A expansão da oferta de ensino às classes populares provoca a transição do ensino direcionado à elite, para um ensino de massas, e consequentemente, implica em uma nova reconfiguração do papel docente, com vista a premissa de se construir um cenário educativo favorável à inclusão.
Diante da ampliação da oferta educacional, Fanfani (2007) ressalta que os professores encontram dificuldades em adaptar sua forma de ensinar ao público das massas populares que, por vezes, comparecem às escolas com problemas de disciplina, motivação e com um déficit de interesse educacional. Os docentes precisam encontrar novas formas de agregar conhecimento ao aluno e, ao mesmo tempo, manter sua adesão ao “ideal” de igualdade de oportunidades.

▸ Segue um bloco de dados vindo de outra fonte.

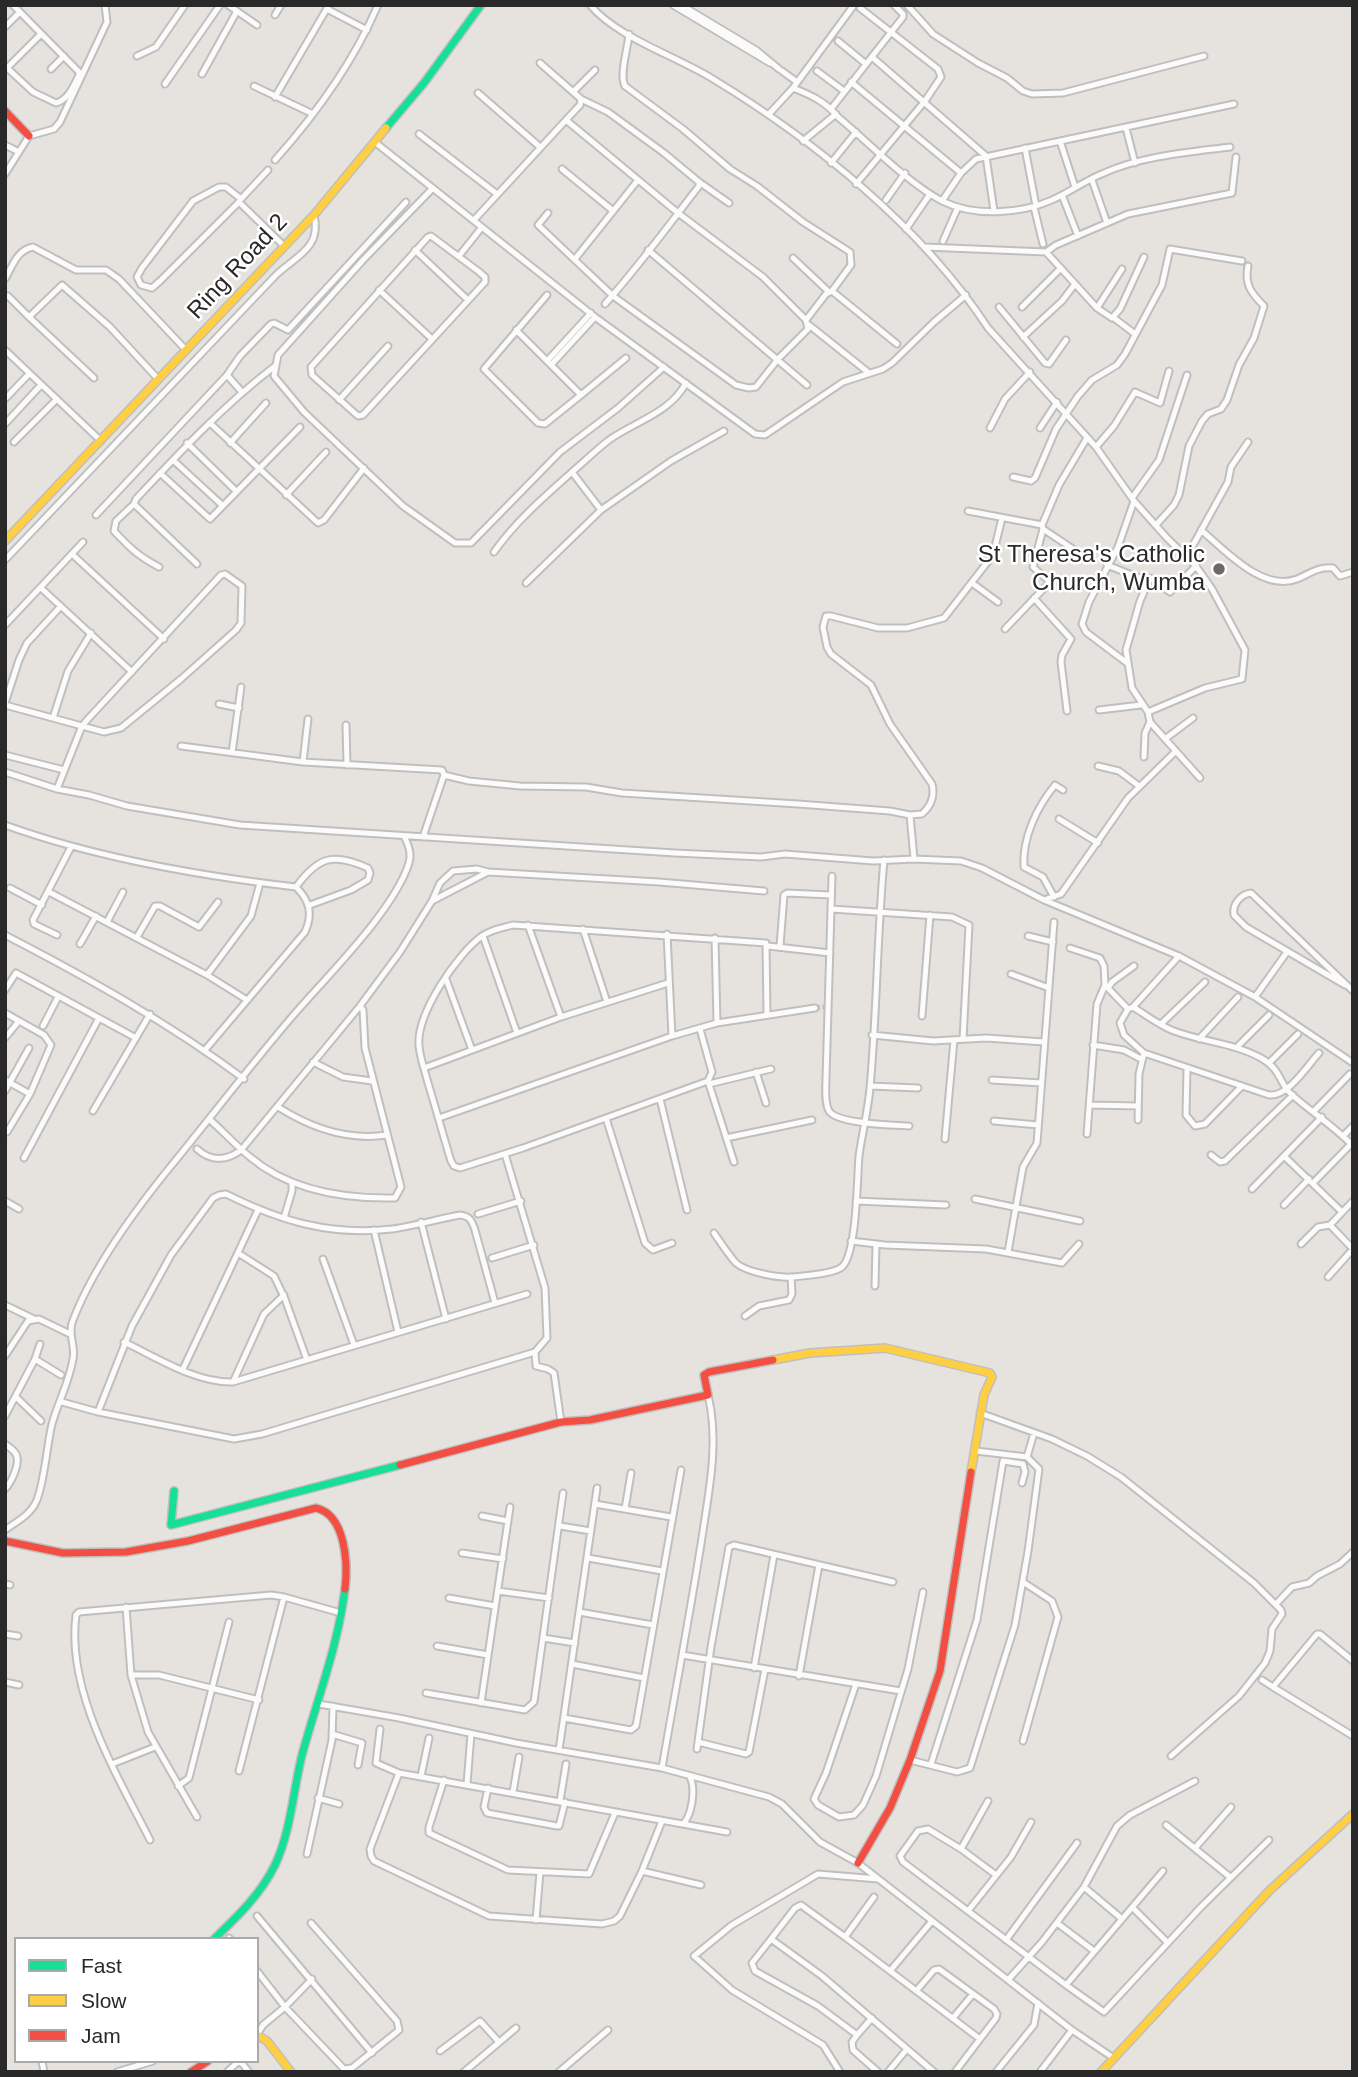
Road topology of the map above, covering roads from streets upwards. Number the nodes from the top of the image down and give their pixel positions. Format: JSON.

Também é patente o conflito relacional gerado a partir do exercício da docência, entre eles, acentua-se a expectativa social que o(a) professor(a) seja amigo(a) do aluno, apoiador e facilitador em seu desenvolvimento. Expectativa incompatível com a função seletiva e avaliadora do profissional. Por outro lado, a reforma dos conteúdos curriculares gerou incertezas quanto ao desenvolvimento das atividades do professor (ESTEVE, 1995, 1999). Essas condições, portanto, acarretam como resultado, a menor valorização social do professor e instabilidade quanto a sua tarefa pedagógica.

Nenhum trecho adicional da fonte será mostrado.